Don’t make too much – as some of Gore’s critics do – of the similarity between those two paragraphs. Both writers have advanced degrees from prestigious universities, they share an interest in technology and environment, and are roughly the same age. Reading further in the manifesto reveals a great difference in attitudes. Though algorithms would have a hard time with the following paragraph, few human readers would identify the following excerpt with Gore (this paragraph caught my I eye because of its apparent reference to Thomas Kuhn, discussed a lot here recently – both were professors at UC Berkeley):
Modern leftist philosophers tend to dismiss reason, science, objective reality and to insist that everything is culturally relative. It is true that one can ask serious questions about the foundations of scientific knowledge and about how, if at all, the concept of objective reality can be defined.

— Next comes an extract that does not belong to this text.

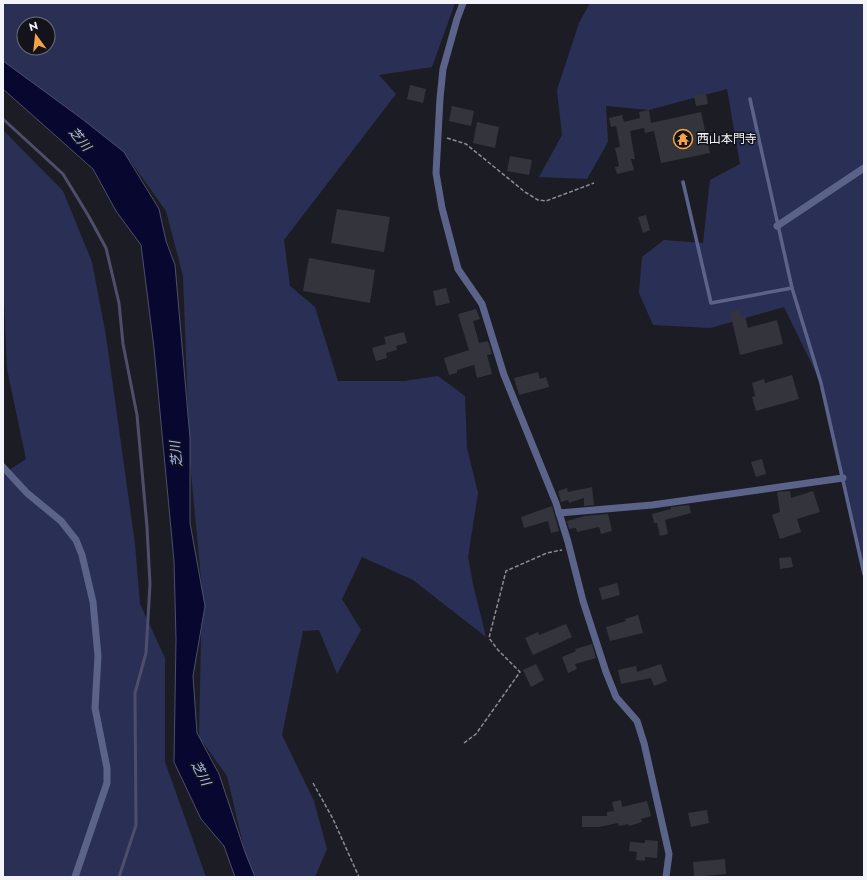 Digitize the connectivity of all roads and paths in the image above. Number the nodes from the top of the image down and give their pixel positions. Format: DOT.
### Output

But it is obvious that modern leftist philosophers are not simply cool-headed logicians systematically analyzing the foundations of knowledge.
David Kaczynski, Ted’s brother, describes his awful realization about similarity between his brother’s language and that used in the recently published manifesto:
“When Linda and I returned from our Paris vacation, the Washington Post published the Unabomber’s manifesto. After I read the first few pages, my jaw literally dropped. One particular phrase disturbed me. It said modern philosophers were not ‘cool-headed logicians.’ Ted had once said I was not a ‘cool-headed logician’, and I had never heard anyone else use that phrase.”
And on that basis, David went to the FBI, who arrested Ted in his cabin. It’s rare that you’re lucky enough to find such highly distinctive terms in authorship studies though. In my statistical stylometry work, I looked for unique or uncommon 2- to 8-word phrases (“rare pairs“, etc.) used only by two people in a larger population, and detected unwanted collaboration by that means. Most of my analysis, and that of experts far more skilled in this field than I, is not concerned with content. Much of it centers on function-word statistics – usage of pronouns, prepositions and conjunctions. Richness of vocabulary, rate of introduction of new words, and vocabulary frequency distribution also come into play. Some recent, sophisticated techniques look at characteristics of zipped text (which obviously does include content), and use markov chains, principal component analysis and support vector machines.
Statistical stylometry has been put to impressive use with startling and unpopular results. For over a century people have been attempting to determine whether Shakespeare wrote everything attributed to him, or whether Francis Bacon helped. More recently D. I. Homes showed rather conclusively using hierarchical cluster analysis that the Book of Mormon and Book of Abraham both arose from the prophetic voice of Joseph Smith himself. Mosteller and Wallace differentiated, using function word frequency distributions, the writing of Hamilton and Madison in the Federalist Papers. They have also shown clear literary fingerprints in the writings of Jane Austen, Arthur Conan Doyle, Charles Dickens, Rudyard Kipling and Jack London. And for real fun, look into New Testament authorship studies.
Computer analysis of text is still in its infancy. I look forward to new techniques and new applications for them. Despite false starts and some exaggerated claims, this is good stuff. Given the chance, it certainly would have nailed the Unabomber. Maybe it can even determine what viewers really think of a movie.